**The task**
Read the records below. Copy each line where the string "Junior" occurs.

Collected data entries:
━━━

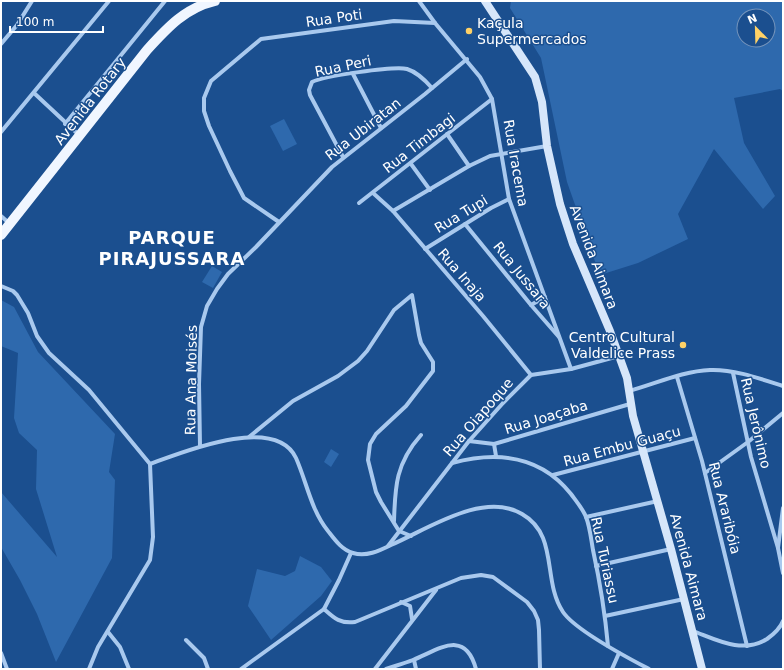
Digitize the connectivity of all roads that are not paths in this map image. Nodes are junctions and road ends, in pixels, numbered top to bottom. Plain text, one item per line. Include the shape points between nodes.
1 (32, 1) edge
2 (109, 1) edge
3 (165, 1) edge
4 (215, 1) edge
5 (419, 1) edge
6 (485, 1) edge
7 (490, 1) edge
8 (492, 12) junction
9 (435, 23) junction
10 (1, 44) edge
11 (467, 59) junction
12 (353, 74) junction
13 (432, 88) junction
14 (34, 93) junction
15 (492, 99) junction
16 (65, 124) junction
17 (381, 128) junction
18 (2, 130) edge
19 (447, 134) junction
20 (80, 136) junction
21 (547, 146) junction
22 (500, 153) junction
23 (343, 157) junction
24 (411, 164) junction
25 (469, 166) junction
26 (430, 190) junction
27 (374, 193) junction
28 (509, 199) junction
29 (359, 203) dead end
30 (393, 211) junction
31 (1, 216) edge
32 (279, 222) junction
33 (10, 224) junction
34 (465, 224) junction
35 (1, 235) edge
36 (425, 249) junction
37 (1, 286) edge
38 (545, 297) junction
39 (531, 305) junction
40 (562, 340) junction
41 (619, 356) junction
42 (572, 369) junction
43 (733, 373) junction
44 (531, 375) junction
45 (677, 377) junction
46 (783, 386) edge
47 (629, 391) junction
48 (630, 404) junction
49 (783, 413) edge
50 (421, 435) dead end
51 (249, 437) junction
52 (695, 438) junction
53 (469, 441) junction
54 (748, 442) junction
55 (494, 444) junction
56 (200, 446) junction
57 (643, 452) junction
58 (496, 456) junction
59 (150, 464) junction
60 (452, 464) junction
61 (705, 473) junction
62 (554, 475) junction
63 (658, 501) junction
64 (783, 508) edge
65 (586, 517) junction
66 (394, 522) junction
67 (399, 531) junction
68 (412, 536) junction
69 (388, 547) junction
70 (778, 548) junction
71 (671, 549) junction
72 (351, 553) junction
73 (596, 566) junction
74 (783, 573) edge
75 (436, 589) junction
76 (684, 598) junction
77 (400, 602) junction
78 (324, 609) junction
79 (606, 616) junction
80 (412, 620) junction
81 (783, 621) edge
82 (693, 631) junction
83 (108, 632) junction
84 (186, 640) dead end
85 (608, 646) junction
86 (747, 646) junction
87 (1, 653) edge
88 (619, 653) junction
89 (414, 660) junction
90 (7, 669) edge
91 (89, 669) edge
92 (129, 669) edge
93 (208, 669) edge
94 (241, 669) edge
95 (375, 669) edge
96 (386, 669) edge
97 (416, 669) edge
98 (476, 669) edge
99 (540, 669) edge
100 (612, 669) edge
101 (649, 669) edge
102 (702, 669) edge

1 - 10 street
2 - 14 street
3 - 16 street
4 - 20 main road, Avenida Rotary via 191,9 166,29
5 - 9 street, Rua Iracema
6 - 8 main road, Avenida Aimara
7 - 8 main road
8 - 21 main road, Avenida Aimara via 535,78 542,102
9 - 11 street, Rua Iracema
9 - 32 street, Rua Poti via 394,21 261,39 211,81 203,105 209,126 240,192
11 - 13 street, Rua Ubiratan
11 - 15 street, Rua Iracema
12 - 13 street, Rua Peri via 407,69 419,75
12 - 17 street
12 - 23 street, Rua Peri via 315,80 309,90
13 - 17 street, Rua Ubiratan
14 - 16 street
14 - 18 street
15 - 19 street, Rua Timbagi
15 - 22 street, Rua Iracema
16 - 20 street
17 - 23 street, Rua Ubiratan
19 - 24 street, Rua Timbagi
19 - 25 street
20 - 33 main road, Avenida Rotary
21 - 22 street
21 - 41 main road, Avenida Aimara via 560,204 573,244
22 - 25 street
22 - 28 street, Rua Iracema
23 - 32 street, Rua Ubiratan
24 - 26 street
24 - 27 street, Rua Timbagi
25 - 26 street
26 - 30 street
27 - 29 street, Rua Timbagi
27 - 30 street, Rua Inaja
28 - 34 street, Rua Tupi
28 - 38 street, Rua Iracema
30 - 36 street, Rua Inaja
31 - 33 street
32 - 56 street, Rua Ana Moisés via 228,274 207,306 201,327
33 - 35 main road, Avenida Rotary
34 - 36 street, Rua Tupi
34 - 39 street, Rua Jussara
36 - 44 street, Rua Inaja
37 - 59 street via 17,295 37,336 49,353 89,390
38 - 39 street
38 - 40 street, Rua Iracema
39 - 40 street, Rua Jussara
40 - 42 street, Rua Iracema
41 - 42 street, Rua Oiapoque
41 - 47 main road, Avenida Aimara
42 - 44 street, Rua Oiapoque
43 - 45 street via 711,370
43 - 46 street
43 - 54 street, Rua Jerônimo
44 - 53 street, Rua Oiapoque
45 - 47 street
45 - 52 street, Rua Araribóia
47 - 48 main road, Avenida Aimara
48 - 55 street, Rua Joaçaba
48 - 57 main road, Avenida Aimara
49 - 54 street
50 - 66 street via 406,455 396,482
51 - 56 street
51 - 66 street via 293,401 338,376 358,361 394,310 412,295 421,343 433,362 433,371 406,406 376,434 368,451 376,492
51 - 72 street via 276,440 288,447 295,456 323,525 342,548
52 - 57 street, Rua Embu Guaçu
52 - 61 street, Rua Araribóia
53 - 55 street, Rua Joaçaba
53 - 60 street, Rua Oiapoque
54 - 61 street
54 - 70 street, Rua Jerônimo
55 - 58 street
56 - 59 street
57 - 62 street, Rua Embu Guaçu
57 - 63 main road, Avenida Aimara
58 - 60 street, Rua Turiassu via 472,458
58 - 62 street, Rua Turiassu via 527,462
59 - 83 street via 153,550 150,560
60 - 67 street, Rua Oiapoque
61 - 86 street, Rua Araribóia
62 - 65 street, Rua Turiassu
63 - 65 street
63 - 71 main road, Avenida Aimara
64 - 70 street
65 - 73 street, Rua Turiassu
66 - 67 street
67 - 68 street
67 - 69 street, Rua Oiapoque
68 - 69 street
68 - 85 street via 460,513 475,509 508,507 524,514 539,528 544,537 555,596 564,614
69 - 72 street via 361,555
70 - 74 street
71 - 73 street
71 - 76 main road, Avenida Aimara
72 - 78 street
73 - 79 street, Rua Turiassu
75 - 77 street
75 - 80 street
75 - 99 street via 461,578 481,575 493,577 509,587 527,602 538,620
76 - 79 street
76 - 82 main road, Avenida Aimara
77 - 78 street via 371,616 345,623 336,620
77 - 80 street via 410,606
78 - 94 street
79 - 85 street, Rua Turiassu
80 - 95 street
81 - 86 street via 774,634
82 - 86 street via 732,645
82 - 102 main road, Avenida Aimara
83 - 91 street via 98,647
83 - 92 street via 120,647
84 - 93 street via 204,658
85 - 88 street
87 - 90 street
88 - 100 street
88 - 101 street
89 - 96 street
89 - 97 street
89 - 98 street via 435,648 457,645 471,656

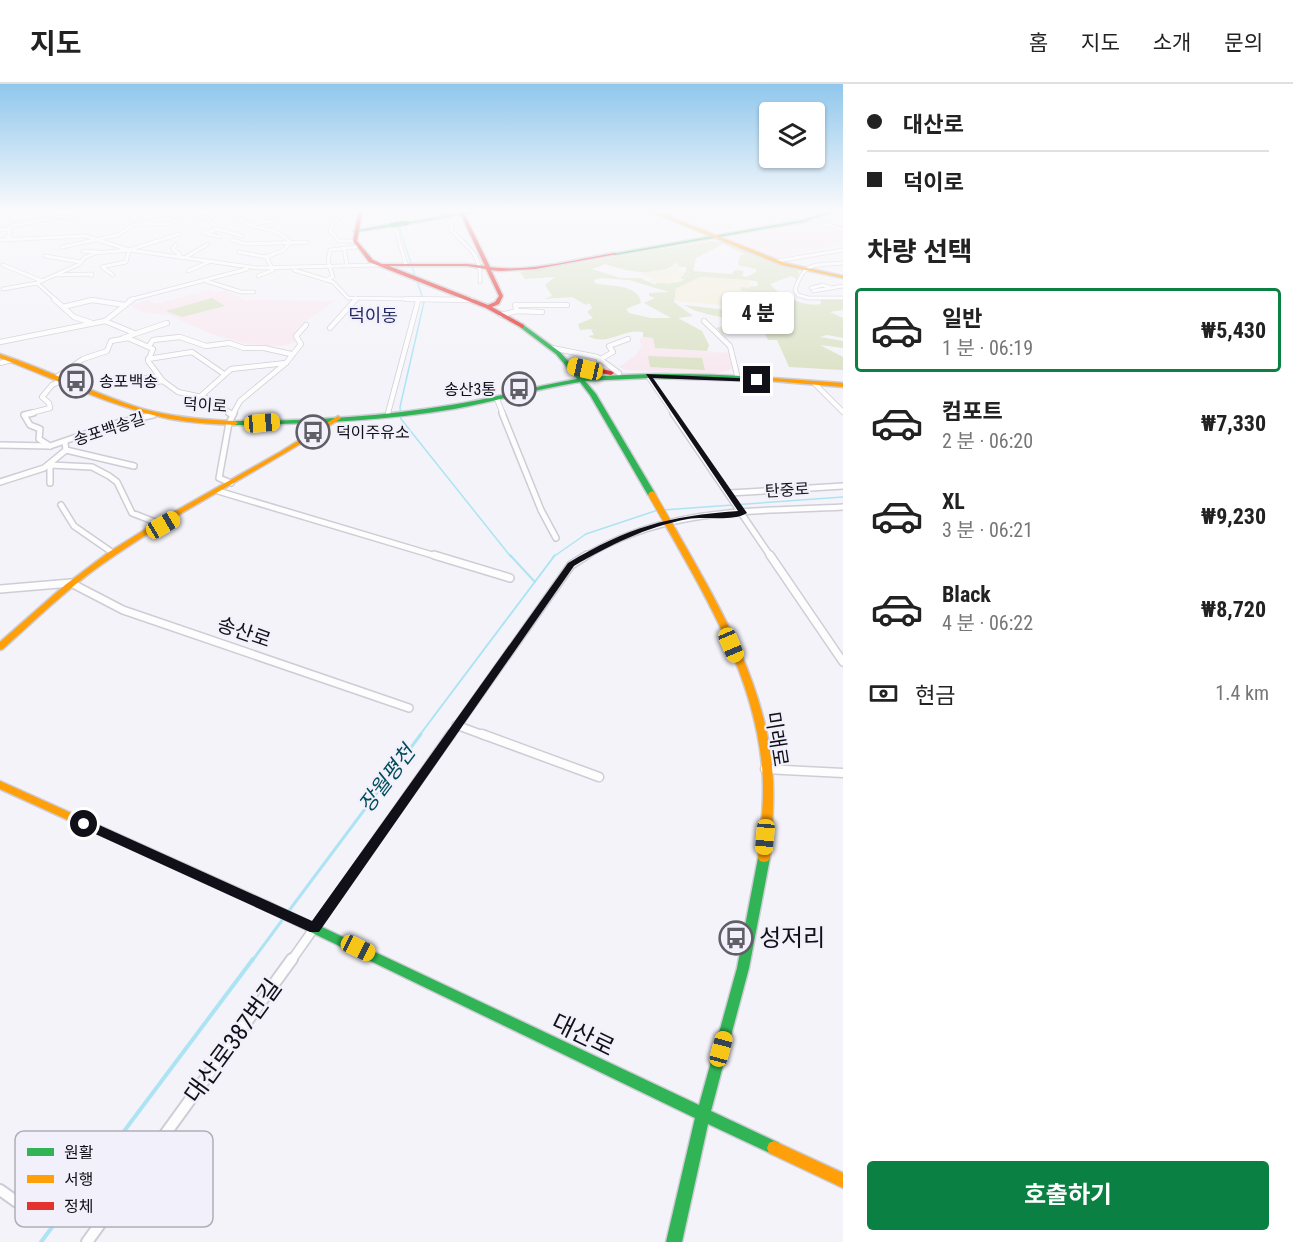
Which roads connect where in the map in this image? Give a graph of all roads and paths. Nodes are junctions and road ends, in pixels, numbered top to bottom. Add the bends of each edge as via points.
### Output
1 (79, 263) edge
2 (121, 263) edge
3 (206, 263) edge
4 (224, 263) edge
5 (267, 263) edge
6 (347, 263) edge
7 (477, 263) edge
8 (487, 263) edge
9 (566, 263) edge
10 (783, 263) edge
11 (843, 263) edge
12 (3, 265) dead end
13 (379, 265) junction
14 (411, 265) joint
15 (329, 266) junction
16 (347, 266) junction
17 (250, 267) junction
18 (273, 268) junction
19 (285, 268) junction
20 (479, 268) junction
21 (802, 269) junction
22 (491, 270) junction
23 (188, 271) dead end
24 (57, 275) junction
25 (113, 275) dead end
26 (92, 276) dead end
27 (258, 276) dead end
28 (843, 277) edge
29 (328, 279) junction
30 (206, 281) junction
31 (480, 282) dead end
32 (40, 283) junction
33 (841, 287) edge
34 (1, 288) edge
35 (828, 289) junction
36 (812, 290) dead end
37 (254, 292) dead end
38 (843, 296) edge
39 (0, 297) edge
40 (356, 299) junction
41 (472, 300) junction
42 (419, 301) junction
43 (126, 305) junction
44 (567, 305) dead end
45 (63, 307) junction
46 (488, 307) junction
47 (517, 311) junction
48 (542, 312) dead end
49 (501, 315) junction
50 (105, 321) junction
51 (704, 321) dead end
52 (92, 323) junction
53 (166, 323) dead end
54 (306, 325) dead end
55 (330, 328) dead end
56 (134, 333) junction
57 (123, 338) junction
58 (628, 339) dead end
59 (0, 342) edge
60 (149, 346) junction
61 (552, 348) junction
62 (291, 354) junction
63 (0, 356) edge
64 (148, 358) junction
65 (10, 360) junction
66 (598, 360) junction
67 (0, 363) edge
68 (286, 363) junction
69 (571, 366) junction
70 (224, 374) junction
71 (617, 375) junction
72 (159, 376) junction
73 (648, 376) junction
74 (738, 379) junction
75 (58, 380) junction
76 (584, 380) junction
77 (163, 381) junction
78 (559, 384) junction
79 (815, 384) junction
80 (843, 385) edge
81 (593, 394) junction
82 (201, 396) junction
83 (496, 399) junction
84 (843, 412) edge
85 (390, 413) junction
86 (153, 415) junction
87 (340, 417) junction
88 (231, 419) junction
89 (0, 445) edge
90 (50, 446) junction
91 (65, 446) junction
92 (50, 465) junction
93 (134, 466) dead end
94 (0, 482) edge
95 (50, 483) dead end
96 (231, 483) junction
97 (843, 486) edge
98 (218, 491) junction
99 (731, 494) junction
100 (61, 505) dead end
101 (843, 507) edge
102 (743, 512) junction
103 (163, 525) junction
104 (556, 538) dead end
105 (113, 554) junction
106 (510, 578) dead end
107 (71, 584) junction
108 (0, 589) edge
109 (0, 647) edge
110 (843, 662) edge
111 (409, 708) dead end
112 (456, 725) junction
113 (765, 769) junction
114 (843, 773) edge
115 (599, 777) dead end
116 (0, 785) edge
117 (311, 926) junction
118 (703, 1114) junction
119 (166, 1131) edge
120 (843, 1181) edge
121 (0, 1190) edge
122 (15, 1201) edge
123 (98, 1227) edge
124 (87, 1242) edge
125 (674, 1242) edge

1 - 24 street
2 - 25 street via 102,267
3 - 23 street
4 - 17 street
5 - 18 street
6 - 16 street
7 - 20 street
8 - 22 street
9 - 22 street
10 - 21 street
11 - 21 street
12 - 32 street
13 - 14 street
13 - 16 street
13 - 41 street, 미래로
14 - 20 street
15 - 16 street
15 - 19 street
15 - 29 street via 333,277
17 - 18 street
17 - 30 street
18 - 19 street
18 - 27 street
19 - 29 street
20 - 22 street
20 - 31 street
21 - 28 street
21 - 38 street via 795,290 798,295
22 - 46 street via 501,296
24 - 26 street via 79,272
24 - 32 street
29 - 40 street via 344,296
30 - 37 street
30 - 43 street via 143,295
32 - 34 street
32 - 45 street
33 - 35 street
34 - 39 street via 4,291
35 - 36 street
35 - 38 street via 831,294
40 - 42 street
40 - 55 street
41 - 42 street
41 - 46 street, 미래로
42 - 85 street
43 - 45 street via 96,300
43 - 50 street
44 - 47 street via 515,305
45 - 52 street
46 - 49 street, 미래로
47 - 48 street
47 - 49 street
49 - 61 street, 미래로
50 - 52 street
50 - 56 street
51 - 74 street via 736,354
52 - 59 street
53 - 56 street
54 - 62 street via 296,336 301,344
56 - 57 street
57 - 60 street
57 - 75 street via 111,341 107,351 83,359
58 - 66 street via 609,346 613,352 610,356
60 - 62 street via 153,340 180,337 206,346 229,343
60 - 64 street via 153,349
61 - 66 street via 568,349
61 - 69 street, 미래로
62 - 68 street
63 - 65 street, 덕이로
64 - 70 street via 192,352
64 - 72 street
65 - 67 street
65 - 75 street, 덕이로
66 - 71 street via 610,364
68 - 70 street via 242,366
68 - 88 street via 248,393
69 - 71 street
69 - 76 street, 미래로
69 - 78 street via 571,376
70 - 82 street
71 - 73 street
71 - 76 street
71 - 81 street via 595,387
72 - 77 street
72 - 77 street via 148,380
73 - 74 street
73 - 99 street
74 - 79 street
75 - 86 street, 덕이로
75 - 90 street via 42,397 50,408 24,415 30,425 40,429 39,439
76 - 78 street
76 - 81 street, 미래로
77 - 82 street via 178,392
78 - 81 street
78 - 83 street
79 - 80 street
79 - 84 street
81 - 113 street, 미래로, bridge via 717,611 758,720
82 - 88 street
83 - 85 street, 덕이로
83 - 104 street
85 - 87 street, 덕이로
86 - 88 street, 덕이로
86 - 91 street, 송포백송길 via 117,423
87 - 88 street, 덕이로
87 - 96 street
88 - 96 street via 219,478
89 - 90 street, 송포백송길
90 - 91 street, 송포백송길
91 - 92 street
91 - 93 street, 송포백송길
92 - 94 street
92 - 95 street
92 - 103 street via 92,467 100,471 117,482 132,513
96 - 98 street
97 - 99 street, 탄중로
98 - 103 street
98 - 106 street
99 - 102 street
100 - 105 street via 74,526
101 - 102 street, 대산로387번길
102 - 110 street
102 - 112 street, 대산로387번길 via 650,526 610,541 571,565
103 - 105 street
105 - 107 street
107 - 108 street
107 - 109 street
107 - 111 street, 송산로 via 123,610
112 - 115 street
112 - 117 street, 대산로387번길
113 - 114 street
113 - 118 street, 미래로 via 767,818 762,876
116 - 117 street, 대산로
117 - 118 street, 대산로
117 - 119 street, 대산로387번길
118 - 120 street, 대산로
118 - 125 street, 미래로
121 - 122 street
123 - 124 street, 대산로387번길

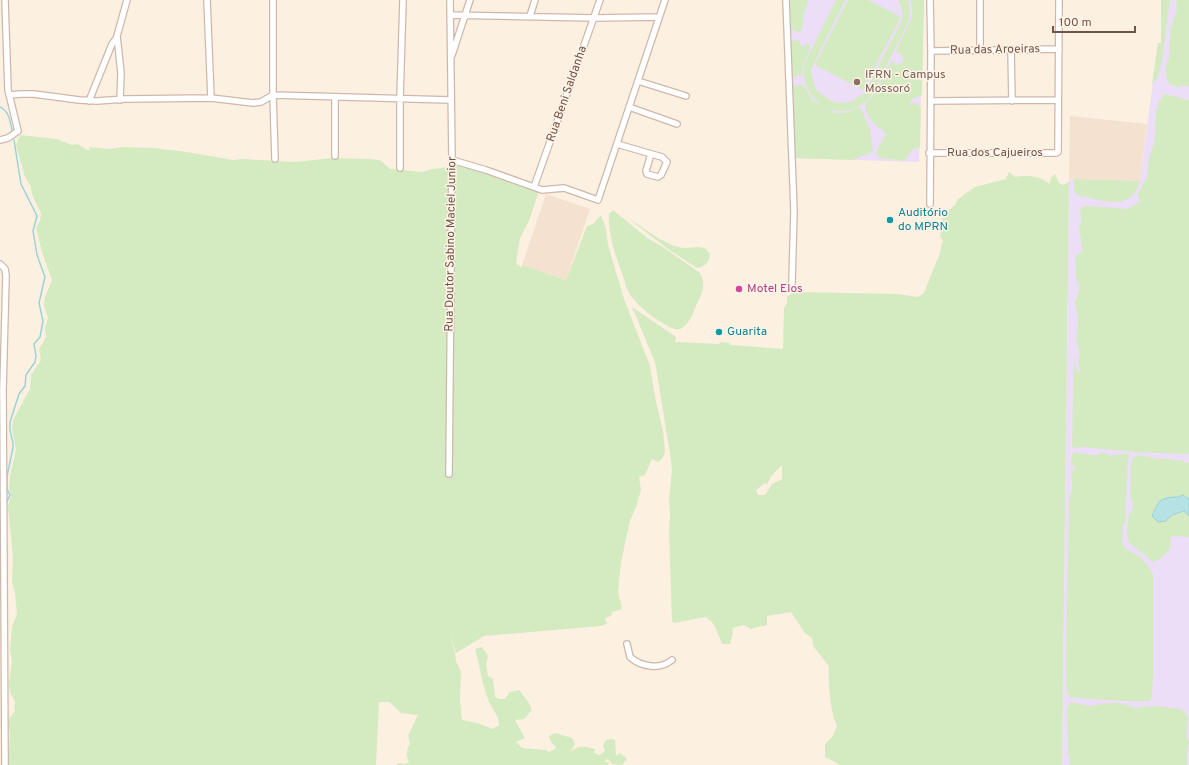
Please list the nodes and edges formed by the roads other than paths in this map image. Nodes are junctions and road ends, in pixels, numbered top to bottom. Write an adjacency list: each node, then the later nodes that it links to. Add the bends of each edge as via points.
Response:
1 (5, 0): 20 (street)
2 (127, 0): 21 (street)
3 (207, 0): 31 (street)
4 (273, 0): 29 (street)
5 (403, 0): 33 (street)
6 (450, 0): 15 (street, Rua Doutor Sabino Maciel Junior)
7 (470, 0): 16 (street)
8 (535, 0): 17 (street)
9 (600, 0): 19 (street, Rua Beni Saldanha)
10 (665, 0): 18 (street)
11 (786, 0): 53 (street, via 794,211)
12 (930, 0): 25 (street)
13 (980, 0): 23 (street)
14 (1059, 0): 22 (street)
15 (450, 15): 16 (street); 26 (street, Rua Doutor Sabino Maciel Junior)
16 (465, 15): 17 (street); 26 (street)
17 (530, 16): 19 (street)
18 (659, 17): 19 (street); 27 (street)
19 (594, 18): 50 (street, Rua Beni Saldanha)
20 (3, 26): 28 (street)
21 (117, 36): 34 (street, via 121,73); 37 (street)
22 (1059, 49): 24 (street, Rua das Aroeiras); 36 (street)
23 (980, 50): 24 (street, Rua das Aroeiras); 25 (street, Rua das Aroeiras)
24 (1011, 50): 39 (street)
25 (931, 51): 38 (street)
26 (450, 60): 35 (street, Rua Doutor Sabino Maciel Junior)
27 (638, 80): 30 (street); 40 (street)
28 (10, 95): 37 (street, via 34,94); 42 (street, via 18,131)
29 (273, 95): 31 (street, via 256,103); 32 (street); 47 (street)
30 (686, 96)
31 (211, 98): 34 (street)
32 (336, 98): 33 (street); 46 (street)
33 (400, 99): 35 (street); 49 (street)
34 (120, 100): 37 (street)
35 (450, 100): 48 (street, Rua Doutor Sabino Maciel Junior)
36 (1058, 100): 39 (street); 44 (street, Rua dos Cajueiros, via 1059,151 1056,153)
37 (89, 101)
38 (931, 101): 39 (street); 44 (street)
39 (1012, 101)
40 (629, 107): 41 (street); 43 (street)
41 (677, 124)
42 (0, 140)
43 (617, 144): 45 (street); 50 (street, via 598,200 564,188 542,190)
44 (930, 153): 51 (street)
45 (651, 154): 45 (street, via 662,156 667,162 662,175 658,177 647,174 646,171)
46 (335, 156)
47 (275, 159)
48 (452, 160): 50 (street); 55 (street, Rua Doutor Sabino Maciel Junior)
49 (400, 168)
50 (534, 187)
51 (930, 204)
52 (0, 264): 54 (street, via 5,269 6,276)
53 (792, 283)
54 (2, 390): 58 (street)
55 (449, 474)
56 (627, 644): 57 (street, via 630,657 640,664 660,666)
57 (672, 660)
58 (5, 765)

━━━

**Task response**
6 (450, 0): 15 (street, Rua Doutor Sabino Maciel Junior)
15 (450, 15): 16 (street); 26 (street, Rua Doutor Sabino Maciel Junior)
26 (450, 60): 35 (street, Rua Doutor Sabino Maciel Junior)
35 (450, 100): 48 (street, Rua Doutor Sabino Maciel Junior)
48 (452, 160): 50 (street); 55 (street, Rua Doutor Sabino Maciel Junior)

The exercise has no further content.